University of Picardie Jules Verne, Amiens, France; University of South Pacific, Suva, Fiji.
Department of Electronics and Telecommunications, Politecnico di Torino, Turin, Italy.
Neural Netw. 2018 Jul;103:108-117. doi: 10.1016/j.neunet.2018.03.017. Epub 2018 Apr 6.

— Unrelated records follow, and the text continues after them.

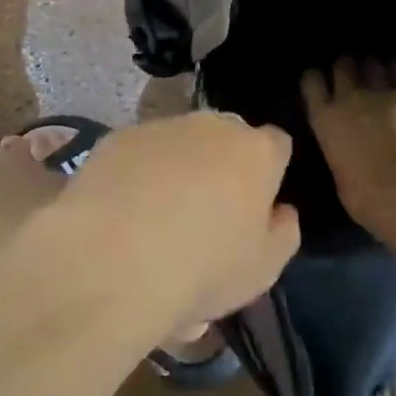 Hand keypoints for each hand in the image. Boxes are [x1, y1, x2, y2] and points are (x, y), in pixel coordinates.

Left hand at [42, 112, 299, 334]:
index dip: (269, 174)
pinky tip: (124, 213)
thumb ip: (282, 231)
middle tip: (207, 214)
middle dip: (223, 165)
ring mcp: (161, 127)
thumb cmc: (203, 268)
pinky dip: (138, 174)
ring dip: (178, 168)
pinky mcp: (117, 138)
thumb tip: (280, 210)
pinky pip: (139, 153)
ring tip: (158, 219)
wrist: (113, 261)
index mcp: (256, 151)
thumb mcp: (264, 269)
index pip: (276, 145)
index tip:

Big high dimensional data is becoming a challenging field of research. There exist a lot of techniques which infer information. However, because of the curse of dimensionality, a necessary step is the dimensionality reduction (DR) of the information. DR can be performed by linear and nonlinear algorithms. In general, linear algorithms are faster because of less computational burden. A related problem is dealing with time-varying high dimensional data, where the time dependence is due to nonstationary data distribution. Data stream algorithms are not able to project in lower dimensional spaces. Indeed, only linear projections, like principal component analysis (PCA), are used in real time while nonlinear techniques need the whole database (offline). The Growing Curvilinear Component Analysis (GCCA) neural network addresses this problem; it has a self-organized incremental architecture adapting to the changing data distribution and performs simultaneously the data quantization and projection by using CCA, a nonlinear distance-preserving reduction technique. This is achieved by introducing the idea of "seed", pair of neurons which colonize the input domain, and "bridge", a novel kind of edge in the manifold graph, which signals the data non-stationarity. Some artificial examples and a real application are given, with a comparison with other existing techniques.
高维大数据正成为一个具有挑战性的研究领域。有许多技术可以推断信息。然而,由于维度的诅咒,必要的步骤是信息的降维(DR)。DR 可以通过线性和非线性算法来完成。一般来说,由于计算负担较小,线性算法更快。一个相关的问题是处理时变高维数据,其中时间相关性是由于非平稳数据分布引起的。数据流算法无法在较低维空间中进行投影。实际上,只有线性投影,如主成分分析(PCA),在实时应用中使用,而非线性技术需要整个数据库(离线)。增长曲线成分分析(GCCA)神经网络解决了这个问题;它具有自组织的增量架构,适用于不断变化的数据分布,并通过使用 CCA 同时执行数据量化和投影,CCA 是一种保留非线性距离的降维技术。这是通过引入“种子”的概念来实现的,种子是一对神经元,它们开拓输入域,以及“桥梁”,流形图中的一种新型边缘,它表示数据的非平稳性。给出了一些人工示例和一个实际应用,并与其他现有技术进行了比较。